When my folks bailed on South Dakota in favor of Arizona, most of their relatives and friends remained in the Midwest. Our mother, Evie, was a stay-at-home mother with no driver’s license and a boatload of kids. When she finally did learn to drive in those pre-seatbelt days, the warning we passed among ourselves was, and I quote, “Hold on. Mommy’s going to jerk.” Eventually she mastered the art of using the clutch, but it was a challenge.
I’m sure our mother was lonely. She missed her friends and she also missed her family—her folks, along with her four sisters, and one brother. Each Wednesday the Grant County Review, a hometown newspaper published in Milbank, South Dakota, showed up in the mail, and she read it word for word. So not only was she homesick, she was lonely. (Well, as lonely as a mother with a brood of children can be. Let’s say lonely for adult companionship.)
The neighbors stepped up. Several women—Harriet Smith, Verna Dunkerson, Lilyann Weatherford, Mrs. Whiteaker, and Mrs. Toon—would gather each midmorning and each mid afternoon for an informal coffee clatch. Occasionally kids were allowed to horn in on those gatherings, and I’m here to testify that Mrs. Whiteaker’s lemon meringue pie has never been topped. Even so, those gatherings didn’t quite fill the bill, because those women were neighbors; they weren’t family.
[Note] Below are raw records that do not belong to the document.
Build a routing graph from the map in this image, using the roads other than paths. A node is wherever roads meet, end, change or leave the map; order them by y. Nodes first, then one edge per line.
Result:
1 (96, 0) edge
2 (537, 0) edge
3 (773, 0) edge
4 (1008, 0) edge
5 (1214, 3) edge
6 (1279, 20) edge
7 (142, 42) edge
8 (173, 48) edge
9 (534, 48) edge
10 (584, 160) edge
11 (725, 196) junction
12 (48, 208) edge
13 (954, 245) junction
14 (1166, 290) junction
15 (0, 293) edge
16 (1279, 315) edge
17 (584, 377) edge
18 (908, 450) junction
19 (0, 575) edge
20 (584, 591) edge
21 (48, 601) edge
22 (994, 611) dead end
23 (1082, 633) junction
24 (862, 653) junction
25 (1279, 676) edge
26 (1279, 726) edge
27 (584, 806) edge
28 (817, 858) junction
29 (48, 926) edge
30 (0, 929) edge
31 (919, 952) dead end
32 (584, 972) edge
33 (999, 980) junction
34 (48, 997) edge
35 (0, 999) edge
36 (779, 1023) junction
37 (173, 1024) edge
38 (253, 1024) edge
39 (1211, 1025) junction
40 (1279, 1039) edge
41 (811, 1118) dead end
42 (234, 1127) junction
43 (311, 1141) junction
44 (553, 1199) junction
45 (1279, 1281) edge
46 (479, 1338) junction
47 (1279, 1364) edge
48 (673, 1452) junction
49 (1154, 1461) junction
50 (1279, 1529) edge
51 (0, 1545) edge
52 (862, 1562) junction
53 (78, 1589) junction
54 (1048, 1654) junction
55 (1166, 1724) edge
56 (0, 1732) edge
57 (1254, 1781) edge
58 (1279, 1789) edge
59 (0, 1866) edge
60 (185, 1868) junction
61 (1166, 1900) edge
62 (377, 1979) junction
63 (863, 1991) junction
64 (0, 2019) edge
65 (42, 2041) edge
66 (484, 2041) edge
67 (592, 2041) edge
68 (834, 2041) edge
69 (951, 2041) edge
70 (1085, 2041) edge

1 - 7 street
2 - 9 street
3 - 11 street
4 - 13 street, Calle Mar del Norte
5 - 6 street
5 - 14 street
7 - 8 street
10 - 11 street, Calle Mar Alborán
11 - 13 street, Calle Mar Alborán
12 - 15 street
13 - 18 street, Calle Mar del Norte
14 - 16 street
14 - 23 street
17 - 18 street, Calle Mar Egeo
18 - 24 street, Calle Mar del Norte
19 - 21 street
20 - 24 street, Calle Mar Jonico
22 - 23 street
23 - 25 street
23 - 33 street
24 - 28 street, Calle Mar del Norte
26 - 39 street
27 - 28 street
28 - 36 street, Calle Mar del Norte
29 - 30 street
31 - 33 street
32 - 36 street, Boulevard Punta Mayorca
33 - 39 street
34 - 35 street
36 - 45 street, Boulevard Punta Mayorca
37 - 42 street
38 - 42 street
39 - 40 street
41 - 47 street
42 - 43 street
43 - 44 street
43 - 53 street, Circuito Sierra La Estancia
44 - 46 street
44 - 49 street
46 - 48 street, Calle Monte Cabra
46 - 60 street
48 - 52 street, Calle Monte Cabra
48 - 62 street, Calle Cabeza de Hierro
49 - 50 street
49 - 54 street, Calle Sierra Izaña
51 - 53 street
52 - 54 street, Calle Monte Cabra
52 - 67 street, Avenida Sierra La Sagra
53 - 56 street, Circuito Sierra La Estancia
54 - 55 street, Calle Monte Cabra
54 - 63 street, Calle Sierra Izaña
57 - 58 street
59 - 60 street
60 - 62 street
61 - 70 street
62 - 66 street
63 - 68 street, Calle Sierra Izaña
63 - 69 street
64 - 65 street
I’m not sure who first came up with the idea of the Round Robin. It may have been my grandmother, Grandma Anderson, or it may have been one of her daughters, most likely one or the other of my mother’s two elder sisters—Edith and Alice. They were the ones who most often seemed to be calling the shots.
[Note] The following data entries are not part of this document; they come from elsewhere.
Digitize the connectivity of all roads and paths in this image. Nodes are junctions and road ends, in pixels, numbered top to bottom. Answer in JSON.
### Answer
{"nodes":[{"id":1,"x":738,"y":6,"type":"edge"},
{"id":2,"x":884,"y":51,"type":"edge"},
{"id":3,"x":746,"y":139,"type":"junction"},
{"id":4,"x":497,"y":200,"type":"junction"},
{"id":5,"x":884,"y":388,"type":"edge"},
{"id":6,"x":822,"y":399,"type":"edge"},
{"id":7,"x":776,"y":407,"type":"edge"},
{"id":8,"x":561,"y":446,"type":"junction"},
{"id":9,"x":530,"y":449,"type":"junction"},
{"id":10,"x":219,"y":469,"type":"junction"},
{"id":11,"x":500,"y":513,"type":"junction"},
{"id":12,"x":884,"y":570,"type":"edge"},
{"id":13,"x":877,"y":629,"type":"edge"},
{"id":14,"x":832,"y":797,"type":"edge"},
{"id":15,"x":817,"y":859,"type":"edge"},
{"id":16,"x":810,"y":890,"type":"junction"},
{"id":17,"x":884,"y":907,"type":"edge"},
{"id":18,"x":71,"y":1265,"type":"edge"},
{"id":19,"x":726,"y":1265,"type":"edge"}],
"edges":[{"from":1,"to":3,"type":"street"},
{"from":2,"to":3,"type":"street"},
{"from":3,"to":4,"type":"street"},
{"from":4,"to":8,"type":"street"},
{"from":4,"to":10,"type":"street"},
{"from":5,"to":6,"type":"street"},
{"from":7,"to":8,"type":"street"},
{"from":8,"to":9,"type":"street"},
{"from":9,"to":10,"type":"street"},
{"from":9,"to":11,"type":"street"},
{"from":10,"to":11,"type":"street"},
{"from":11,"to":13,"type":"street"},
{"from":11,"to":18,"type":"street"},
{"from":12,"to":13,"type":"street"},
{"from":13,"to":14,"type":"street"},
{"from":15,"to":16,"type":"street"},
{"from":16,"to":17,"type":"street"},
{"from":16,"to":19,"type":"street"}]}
The Round Robin worked like this. One sibling would write a letter, place it in an oversized envelope, and send it off to the next sibling down the lines—most likely in order of age. Each recipient would add her own letter, put it in the envelope, and send it along. (My Aunt Gladys was the one who wrote that family’s letter rather than my Uncle Glenn.) Once the envelope circled back to the first person, she would remove her letter before writing a new one and sending it off again.
If memory serves, it took six weeks or so for the Round Robin to reappear at 16 Yuma Trail in Bisbee. When it did, our mother, eager for news from back home, would carve time out of her afternoon activities to read through every one of those handwritten missives. You can bet that my old-school aunties all had perfect penmanship!
All but one of those aunties is gone now, so the Round Robin is no more, and yet, in a way, it remains to this day in a somewhat different format. n a daily basis I receive several group-grope emails from my surviving siblings, a niece or two, and a cousin who still dwells in South Dakota. We’re scattered from one end of the country to the other, but when we hit “Reply All,” it’s a good way of staying in touch.
Sometimes our email conversations recall details of family vacations in our nine-passenger Mercury station wagon. Sometimes we reminisce over ear worms and songs we sang together way back then. The Naughty Lady of Shady Lane comes to mind. Sometimes we exchange cartoons and jokes. Several weeks ago, one of my fans sent along a message with a tag line that said: “When you’re out in the sea and an eel bites your knee, that’s a moray.” I shared it with everyone because that message fit neatly into two categories—music AND jokes!
What we send back and forth isn’t all mindless sweetness and light, either. One of our sisters-in-law is in the initial chemo stages of a battle with breast cancer. She and our brother have shared photos of Kathy both with her lovely hair and now without it while the rest of us form a remote cheering section from the virtual sidelines.
So yes, it’s a new world out there, but staying in touch these days is every bit as important as it was when our mother ended up in Arizona as a lonely refugee from South Dakota. The occasional arrival of her Round Robin was a real lifeline for her.
And reaching out to touch bases with our nearest and dearest on a daily basis, even if our nearest and dearest are far away, can be a lifeline for all of us, too. And in our new version of Round Robining, nobody has to worry about whether or not their penmanship is up to snuff.